Correct on the woofer. But they aren't SVC 3 ohm. they do come in dual 2 or dual 4 ohm config, though.


----------



## tintbox (Oct 25, 2008)

Good times!


----------



## turbo5upra (Oct 3, 2008)

bikinpunk said:


> Correct on the woofer. But they aren't SVC 3 ohm. they do come in dual 2 or dual 4 ohm config, though.


Single coil- didn't meter them tho so I couldn't guess as to the impedance.


----------



## JayinMI (Oct 18, 2008)

Did they change them? When we had JL a couple years ago, I could SWEAR the 13TW5's were single 3ohm too.

Edit: If they're the 1st gen, they're 3 ohm:

http://www.jlaudio.com/car-audio-subwoofer-drivers-discontinued-tw5

Jay


----------



## Mic10is (Aug 20, 2007)

JayinMI said:


> Did they change them? When we had JL a couple years ago, I could SWEAR the 13TW5's were single 3ohm too.
> 
> Edit: If they're the 1st gen, they're 3 ohm:
> 
> ...


they are 1st batch of the G2, if I remember right. Took forever to get


----------



## tintbox (Oct 25, 2008)

The 13tw's are the first generation. I got them new in the box from another forum member.


----------



## ErinH (Feb 14, 2007)

JayinMI said:


> Did they change them? When we had JL a couple years ago, I could SWEAR the 13TW5's were single 3ohm too.
> 
> Edit: If they're the 1st gen, they're 3 ohm:
> 
> ...


You're right. Thought mike had the 2nd gen.


----------



## req (Aug 4, 2007)

fun!


----------



## HondAudio (Oct 19, 2006)

Mic10is said:


> http://www.diymobileaudio.com/forum/1759671-post9.html
> 
> 
> You actually commented in the original thread
> ...


Well, it's been a while... and image hosts are blocked at work, so I can't see the thread content


----------



## tintbox (Oct 25, 2008)

Looking at an inverter to run my laptop for tuning. Anybody have any creative ideas? I need something small. I would like to mount it under the console.

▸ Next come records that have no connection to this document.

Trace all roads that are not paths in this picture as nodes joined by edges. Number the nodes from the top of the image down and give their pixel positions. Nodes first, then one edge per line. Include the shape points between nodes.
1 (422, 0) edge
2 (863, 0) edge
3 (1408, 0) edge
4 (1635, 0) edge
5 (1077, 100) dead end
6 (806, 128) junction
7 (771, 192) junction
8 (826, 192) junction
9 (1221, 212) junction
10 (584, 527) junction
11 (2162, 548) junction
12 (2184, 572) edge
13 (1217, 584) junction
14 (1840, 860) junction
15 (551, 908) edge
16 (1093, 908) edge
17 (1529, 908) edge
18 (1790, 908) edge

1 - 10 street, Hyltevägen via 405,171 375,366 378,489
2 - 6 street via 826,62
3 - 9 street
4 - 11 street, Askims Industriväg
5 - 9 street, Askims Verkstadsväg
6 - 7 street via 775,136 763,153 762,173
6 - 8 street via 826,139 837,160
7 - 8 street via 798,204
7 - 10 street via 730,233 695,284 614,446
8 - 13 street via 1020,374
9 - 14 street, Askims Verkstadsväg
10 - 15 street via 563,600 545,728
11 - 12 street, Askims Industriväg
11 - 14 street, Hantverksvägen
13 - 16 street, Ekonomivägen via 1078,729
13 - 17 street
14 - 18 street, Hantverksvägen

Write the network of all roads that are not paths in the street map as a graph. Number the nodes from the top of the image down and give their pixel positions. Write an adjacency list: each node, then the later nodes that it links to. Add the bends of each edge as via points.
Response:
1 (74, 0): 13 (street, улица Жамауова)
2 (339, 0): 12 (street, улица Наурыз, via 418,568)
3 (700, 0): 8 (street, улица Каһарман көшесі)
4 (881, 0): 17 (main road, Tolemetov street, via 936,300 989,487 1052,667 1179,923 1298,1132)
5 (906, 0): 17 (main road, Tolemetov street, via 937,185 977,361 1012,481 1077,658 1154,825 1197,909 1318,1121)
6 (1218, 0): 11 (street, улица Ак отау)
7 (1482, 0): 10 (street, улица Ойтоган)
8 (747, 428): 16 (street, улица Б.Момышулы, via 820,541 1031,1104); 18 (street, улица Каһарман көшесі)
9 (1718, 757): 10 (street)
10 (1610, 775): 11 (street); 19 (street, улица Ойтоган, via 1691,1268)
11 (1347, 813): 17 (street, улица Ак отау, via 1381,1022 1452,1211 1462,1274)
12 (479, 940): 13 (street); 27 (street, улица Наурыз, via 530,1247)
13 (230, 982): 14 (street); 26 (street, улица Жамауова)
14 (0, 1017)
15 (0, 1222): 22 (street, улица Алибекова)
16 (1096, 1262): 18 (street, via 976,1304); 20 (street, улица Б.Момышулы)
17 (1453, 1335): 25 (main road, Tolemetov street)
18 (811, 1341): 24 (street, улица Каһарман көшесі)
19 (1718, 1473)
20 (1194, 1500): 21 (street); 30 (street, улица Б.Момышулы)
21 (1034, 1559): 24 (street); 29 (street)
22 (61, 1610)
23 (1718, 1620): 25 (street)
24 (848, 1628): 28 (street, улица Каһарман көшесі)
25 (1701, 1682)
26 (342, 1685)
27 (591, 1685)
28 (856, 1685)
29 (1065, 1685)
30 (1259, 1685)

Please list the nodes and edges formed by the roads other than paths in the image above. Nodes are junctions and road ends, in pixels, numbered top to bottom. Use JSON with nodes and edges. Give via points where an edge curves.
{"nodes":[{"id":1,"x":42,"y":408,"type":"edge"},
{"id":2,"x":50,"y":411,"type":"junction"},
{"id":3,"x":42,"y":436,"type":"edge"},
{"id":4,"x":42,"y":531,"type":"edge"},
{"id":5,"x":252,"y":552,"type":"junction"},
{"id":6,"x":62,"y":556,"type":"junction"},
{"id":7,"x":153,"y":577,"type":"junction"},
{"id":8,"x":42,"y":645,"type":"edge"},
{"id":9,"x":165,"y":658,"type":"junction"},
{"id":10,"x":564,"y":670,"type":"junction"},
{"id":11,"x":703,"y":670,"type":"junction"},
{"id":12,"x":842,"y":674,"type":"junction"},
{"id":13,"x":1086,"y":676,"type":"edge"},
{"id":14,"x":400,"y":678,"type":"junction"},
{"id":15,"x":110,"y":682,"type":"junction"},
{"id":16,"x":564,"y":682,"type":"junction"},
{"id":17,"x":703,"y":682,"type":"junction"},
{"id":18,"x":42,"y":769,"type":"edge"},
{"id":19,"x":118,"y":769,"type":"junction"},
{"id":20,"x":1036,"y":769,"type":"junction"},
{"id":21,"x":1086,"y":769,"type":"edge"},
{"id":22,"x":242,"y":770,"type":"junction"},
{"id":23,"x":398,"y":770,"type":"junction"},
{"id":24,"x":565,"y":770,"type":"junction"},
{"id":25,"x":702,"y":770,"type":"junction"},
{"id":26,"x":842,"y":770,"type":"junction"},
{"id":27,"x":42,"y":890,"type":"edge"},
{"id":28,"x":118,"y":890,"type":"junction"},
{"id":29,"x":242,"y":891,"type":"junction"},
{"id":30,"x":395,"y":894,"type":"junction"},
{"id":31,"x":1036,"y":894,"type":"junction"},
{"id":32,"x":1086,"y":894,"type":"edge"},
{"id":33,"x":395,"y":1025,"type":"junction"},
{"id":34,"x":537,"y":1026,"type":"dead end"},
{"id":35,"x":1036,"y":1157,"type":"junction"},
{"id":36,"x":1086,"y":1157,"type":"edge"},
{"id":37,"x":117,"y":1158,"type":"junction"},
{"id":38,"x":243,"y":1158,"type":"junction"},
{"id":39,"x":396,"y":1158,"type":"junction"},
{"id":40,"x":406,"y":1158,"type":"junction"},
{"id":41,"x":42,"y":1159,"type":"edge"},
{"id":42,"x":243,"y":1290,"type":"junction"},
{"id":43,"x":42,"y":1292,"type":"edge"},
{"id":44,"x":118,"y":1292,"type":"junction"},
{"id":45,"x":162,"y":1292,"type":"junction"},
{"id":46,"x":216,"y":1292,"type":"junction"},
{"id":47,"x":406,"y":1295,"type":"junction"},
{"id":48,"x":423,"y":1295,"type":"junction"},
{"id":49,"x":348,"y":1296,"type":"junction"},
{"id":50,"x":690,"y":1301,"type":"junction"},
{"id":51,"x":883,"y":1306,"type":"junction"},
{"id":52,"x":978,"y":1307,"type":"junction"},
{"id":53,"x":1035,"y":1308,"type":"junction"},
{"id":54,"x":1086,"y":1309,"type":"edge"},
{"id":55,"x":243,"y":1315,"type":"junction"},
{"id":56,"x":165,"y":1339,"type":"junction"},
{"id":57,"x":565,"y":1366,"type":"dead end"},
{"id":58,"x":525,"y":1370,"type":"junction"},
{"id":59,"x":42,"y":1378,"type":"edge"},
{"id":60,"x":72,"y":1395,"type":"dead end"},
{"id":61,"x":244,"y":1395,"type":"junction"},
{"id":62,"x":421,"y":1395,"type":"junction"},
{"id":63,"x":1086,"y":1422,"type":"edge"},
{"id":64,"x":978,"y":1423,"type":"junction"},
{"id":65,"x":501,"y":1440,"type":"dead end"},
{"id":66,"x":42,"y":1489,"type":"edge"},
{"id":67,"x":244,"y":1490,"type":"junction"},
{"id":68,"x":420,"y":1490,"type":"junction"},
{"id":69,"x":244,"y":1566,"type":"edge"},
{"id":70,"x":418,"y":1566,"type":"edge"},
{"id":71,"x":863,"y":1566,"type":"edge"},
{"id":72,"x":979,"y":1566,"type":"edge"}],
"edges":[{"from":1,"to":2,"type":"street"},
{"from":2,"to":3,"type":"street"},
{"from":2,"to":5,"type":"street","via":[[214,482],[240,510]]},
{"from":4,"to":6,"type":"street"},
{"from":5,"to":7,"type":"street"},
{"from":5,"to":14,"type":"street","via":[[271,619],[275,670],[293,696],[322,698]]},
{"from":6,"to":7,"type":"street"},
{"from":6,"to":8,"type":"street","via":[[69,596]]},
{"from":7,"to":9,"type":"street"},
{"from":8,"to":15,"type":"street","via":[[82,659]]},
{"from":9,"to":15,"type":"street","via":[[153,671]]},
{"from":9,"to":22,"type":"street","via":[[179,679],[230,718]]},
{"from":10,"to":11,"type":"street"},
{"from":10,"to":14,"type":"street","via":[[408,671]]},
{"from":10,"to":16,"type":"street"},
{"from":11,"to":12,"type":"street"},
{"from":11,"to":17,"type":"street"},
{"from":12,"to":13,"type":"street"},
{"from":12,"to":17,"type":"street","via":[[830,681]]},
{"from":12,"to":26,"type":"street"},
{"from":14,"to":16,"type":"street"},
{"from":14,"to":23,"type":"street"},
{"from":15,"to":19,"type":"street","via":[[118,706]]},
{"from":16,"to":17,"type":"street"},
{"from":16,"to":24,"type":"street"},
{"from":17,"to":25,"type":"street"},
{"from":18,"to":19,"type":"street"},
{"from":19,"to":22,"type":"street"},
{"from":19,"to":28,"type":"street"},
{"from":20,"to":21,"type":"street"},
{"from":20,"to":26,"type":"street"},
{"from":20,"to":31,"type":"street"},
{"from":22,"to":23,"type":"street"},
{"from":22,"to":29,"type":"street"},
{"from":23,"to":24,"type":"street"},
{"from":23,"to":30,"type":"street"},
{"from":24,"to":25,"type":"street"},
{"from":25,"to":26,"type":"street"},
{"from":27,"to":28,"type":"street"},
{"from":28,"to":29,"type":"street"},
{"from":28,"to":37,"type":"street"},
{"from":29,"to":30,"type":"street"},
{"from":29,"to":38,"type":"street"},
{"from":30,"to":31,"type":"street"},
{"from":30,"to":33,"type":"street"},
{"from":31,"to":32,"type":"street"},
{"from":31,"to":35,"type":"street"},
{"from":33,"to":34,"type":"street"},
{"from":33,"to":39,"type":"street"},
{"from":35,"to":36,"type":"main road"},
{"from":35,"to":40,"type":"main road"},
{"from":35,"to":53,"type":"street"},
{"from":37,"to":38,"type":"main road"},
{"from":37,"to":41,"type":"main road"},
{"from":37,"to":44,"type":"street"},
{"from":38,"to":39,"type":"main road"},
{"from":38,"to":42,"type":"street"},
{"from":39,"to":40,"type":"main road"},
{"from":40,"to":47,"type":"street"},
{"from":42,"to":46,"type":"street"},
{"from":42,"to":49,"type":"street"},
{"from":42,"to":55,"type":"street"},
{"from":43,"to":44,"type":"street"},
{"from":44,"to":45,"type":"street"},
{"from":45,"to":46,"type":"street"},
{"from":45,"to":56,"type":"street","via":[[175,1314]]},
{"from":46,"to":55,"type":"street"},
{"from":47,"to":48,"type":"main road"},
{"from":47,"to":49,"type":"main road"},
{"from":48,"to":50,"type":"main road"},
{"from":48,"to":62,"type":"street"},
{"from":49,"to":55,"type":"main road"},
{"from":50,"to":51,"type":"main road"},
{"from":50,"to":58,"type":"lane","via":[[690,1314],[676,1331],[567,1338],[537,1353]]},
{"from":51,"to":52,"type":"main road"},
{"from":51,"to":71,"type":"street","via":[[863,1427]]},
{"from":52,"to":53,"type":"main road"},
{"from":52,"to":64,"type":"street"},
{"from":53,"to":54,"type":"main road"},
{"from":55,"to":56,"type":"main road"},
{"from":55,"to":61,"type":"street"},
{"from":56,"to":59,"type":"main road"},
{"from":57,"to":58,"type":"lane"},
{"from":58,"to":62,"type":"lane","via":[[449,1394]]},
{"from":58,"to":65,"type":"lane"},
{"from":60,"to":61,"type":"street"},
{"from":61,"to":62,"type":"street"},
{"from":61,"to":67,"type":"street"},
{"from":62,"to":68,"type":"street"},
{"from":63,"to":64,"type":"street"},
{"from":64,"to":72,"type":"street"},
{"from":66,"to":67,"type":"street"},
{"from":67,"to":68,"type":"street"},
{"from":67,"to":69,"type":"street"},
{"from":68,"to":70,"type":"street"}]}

Or should I just get the plug into the cig type?


----------



## req (Aug 4, 2007)

this is what i got with a quick google search.

Whistler 2013 - TopTenREVIEWS

that first one, the whistler looks good because you can cut off the cigarette lighter deal, and then put an inline fuse on it, and hook it up to the accessory +12v harness or go straight to the battery with it.

but anything like that should work fine as long as the amperage output is higher than the rating on your laptops power supply\inverter. 

or you can be a boss and buy a DC-DC power adapter that plugs into the cigarette lighter, and does not use a 120vac power inverter.

High Reliability Auto to Laptop DC/DC Converter for all computer models.


i think im going to buy one of those lol. just look a the brick on your power cord. it should say something like;

INPUT: 120VAC @ 5A @ 60HZ
OUTPUT: 12V @ 1.5A










what you are interested in is the output. find a power DC-DC supply that matches that output voltage\current and has the same size plug as your laptop and you should be golden.


----------



## tintbox (Oct 25, 2008)

I found this one.

Amazon.com : Hipower DC Car Automobile Power Adapter Charger For Acer Aspire V5-571P-6887, V5-571P-6888, V5-571PG-9814, 5335-2257 Laptop Notebook Computers : Electronics


----------



## req (Aug 4, 2007)

hell yes. if that has the same specifications as your laptop and has the same DC barrel jack on the end as your current power inverter - that would be PERFECT. put it in your laptop bag, and you can tune RTA style in anyones car and never need an extension cable!


----------



## tintbox (Oct 25, 2008)

Thank you. I was going to hard wire it. But why? No need to.


----------



## HondAudio (Oct 19, 2006)

bikinpunk said:


> Correct on the woofer. But they aren't SVC 3 ohm. they do come in dual 2 or dual 4 ohm config, though.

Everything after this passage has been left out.